To deplete the photoreceptors, cells were resuspended in 0.5% BSA and stained with CD73-PE antibody (MACS, Catalog: 130-102-616) for 10min at 4C (for each million cells, add 98ul 0.5% BSA with 2ul CD73-PE antibody) and washed with 35 ml 0.5% BSA at 4C for 10min. After being stained with Anti-PE microbeads (MACS, Catalog: 130-105-639) (80ul 0.5% BSA and 20ul microbeads per each million cells) for 15 min at 4C, cells were washed and resuspended in 0.5% BSA. CD73 negative neuronal cells were enriched by autoMACS Pro Separator (Miltenyi Biotec) DEPLETES mode. Similarly, CD90.1 positive neuronal cells were enriched with CD90.1 microbeads (MACS, LOT: 130-094-523; 90ul 0.5% BSA and 10ul CD90.1 microbeads per each million cells) and autoMACS POSSEL-S mode. Cells viability was 87%-94% when checked using DAPI staining under microscope.

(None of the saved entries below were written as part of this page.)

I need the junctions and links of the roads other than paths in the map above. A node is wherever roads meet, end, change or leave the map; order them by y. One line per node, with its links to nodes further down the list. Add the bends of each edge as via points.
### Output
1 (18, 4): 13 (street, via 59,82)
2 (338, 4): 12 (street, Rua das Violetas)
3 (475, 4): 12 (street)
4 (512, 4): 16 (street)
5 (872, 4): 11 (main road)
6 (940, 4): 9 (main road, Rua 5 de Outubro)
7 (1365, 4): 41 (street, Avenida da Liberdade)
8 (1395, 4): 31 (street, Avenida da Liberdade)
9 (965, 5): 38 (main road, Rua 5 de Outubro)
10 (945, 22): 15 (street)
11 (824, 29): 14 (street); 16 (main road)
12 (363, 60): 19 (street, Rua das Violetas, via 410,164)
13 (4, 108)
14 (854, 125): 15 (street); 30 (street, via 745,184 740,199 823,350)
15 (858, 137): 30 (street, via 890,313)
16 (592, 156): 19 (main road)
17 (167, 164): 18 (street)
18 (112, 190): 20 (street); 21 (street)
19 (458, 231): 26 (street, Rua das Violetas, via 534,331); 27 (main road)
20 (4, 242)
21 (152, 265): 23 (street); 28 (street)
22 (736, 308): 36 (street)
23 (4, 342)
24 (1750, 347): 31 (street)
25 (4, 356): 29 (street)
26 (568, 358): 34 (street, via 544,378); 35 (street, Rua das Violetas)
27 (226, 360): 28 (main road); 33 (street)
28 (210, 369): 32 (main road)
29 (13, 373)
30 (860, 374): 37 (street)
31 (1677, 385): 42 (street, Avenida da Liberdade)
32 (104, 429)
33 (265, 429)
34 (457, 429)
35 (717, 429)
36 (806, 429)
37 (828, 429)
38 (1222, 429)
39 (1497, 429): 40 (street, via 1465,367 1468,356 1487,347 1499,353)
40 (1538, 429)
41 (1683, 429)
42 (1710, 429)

Guided by 10X manufacturer’s protocols (https://www.10xgenomics.com), single-cell cDNA library was prepared and sequenced. Briefly, single-cell suspension was loaded on a Chromium controller to obtain single cell GEMS (Gel Beads-In-Emulsions) for the reaction. The library was prepared with Chromium Next GEM single cell 3′ kit V2 (10X Genomics) and sequenced on Illumina Novaseq 6000 (https://www.illumina.com). Our newly generated single cell data was sequenced at the Single Cell Genomics Core at Baylor College of Medicine.

Data collection and preprocessing of the mouse retinal scRNA-seq

To recover high-quality cells, data samples were processed through a quality control pipeline (https://github.com/lijinbio/cellqc). In brief, raw sequencing reads of 10x Genomics were first analyzed by the 10x Genomics Cell Ranger pipeline (version 7.0.1) 39 using the mm10 genome reference obtained from 10x Genomics (https://cf.10xgenomics.com/supp/cell-exp/refdata-gex-mm10-2020-A.tar.gz). Potential empty droplets in the filtered feature count matrices were further detected by dropkick 40. Background transcripts contamination in the retained true cells were eliminated using SoupX 41. DoubletFinder then was utilized to estimate and exclude potential doublets with high proportions of simulated artificial doublets 42. In the resulting singlets, we extracted high-feature cells that contain ≥ 300 features, ≥ 500 transcript counts, and ≤10% of reads mapped to mitochondrial genes.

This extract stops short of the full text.